WORK REQUEST:
Copy out all lines from the entries below in which "roads" occurs.

___ SOURCE DATA

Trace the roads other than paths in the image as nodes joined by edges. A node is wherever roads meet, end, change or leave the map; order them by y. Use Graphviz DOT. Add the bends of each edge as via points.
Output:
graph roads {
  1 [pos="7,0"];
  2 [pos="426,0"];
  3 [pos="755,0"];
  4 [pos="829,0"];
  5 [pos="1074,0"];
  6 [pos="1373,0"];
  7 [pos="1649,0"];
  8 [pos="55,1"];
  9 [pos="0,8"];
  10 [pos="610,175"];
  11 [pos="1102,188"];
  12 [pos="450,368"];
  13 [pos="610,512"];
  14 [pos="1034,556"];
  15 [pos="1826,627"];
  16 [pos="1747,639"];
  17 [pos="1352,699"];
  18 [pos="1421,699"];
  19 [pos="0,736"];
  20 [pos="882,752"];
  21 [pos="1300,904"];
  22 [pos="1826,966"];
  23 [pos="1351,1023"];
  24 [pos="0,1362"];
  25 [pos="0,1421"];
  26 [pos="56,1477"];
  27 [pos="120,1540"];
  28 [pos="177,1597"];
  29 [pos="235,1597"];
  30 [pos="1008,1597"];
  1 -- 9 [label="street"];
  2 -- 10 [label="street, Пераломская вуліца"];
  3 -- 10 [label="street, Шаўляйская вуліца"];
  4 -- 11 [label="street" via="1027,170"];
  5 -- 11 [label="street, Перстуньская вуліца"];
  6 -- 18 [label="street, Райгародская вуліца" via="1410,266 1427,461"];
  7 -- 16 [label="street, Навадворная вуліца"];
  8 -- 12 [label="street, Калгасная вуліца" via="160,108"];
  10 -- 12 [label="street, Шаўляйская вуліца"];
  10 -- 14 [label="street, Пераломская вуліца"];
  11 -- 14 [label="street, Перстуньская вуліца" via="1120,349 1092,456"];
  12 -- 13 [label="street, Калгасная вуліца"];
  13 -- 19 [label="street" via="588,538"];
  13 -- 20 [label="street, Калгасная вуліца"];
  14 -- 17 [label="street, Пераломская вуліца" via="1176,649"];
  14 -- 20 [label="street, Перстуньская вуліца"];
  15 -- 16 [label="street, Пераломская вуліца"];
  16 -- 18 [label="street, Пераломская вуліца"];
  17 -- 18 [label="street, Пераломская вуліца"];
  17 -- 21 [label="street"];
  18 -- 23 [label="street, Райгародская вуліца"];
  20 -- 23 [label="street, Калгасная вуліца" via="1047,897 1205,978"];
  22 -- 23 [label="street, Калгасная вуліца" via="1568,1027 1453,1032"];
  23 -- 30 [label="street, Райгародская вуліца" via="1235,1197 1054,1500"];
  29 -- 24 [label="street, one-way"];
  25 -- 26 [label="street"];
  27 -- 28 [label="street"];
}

______

RESPONSE TO THE TASK:
Trace the roads other than paths in the image as nodes joined by edges. A node is wherever roads meet, end, change or leave the map; order them by y. Use Graphviz DOT. Add the bends of each edge as via points.
graph roads {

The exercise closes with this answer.